N’Keal Harry, for as frustrating as he has been in his young NFL career, occasionally has displayed the talent and size that made him a first-round pick.
The New England Patriots wide receiver had arguably the best game of his young career Thursday night, a lone bright spot in the Patriots’ blowout loss to the Los Angeles Rams. For one of the first and only times in his career, the Patriots looked to be properly using the large wideout.
Harry has had obvious problems with his own game, but how much of his lack of production can be attributed to quarterback Cam Newton’s struggles?
Patriots radio broadcaster and midday host Scott Zolak on Friday revealed he reached out to “two people,” presumably in the know, to ask them about Newton and why the Patriots don’t use Harry differently.
Specifically, Zolak wondered why Harry wasn’t used more in jump-ball or fade situations down around the goal line. Two of Harry’s four career touchdowns came on that sort of play, highlighted by a gorgeous scoring grab earlier this season against the Kansas City Chiefs.

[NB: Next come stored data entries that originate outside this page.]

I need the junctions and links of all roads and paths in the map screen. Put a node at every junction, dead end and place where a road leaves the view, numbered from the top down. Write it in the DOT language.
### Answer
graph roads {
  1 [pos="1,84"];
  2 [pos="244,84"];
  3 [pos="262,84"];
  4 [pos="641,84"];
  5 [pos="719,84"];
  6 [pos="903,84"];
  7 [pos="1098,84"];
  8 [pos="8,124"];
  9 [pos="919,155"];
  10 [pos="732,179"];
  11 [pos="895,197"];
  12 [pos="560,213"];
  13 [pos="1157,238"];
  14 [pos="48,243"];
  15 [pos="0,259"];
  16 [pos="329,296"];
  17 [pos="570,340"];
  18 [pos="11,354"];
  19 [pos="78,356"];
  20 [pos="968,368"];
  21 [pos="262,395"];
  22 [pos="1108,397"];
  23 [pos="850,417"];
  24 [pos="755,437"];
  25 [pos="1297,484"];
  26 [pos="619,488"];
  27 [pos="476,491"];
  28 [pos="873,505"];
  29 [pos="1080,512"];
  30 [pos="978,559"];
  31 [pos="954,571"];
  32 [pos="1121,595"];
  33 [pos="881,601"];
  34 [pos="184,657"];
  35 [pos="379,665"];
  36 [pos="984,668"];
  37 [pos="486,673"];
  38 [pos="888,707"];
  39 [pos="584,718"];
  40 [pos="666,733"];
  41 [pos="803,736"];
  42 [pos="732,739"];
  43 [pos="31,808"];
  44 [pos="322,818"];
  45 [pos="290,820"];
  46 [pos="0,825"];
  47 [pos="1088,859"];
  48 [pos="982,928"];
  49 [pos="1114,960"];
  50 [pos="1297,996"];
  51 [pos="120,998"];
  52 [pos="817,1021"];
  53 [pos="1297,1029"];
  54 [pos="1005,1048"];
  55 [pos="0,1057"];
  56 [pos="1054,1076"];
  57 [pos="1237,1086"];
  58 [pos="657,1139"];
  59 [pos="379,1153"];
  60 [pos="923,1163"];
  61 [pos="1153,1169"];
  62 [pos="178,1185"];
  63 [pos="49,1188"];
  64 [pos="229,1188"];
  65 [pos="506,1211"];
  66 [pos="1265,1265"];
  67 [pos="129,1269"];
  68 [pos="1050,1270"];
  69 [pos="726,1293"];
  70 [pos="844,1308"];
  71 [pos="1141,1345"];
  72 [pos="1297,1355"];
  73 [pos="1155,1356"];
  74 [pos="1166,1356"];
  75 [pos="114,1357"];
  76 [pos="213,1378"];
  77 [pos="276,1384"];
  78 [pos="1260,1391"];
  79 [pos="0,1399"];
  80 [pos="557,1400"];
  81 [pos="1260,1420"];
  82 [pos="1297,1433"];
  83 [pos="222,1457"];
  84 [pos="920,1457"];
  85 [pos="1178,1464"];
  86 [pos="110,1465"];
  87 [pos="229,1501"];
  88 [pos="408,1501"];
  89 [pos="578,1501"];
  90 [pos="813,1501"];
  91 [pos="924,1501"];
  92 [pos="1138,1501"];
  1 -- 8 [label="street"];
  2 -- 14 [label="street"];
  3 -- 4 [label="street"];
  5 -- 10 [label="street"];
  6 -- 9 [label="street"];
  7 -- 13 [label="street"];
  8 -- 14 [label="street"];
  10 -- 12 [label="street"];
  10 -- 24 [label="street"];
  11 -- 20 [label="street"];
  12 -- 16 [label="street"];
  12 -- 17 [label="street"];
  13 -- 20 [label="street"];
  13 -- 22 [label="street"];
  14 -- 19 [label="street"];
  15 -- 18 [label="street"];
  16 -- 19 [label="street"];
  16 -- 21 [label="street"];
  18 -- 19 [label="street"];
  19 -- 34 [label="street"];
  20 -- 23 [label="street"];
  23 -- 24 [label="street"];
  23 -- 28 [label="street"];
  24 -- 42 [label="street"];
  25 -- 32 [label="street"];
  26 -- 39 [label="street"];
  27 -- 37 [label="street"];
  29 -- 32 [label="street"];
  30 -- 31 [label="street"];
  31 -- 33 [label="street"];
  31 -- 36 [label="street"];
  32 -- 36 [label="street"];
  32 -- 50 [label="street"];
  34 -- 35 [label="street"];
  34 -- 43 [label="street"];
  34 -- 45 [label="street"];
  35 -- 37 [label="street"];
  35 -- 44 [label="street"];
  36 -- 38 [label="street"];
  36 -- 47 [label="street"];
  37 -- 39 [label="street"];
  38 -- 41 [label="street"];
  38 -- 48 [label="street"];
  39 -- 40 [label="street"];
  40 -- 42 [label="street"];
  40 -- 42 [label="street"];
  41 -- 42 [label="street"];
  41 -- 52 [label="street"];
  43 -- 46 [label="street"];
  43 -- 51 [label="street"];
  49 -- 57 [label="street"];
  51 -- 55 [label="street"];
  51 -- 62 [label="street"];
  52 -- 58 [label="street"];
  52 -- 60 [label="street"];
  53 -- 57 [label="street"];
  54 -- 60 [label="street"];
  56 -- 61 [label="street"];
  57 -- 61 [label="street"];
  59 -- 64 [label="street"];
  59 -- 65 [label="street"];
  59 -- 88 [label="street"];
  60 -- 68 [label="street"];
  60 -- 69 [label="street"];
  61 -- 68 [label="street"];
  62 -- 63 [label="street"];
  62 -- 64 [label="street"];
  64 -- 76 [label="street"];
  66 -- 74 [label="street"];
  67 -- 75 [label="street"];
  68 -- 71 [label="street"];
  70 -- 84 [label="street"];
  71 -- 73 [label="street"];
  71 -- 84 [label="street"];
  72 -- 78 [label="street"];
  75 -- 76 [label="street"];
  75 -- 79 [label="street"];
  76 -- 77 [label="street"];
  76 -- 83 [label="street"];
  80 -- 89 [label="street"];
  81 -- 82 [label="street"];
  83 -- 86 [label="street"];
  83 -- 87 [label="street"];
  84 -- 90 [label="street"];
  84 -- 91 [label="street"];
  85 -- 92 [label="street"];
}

“I made two calls this morning. I talked to two people about Cam Newton,” Zolak said Friday on 98.5 The Sports Hub. “Why can’t you put N’Keal Harry — when you’re down around the 10 or the 9 — why can’t you have Harry come in, cut a split down and run a fade like you did against Kansas City? That’s his pass, right? ? He’ll go up and get the ball. That’s one thing he can do. Both people told me, Cam’s ball when it comes out, the wind-up, there’s no arc on short balls. It’s too flat.”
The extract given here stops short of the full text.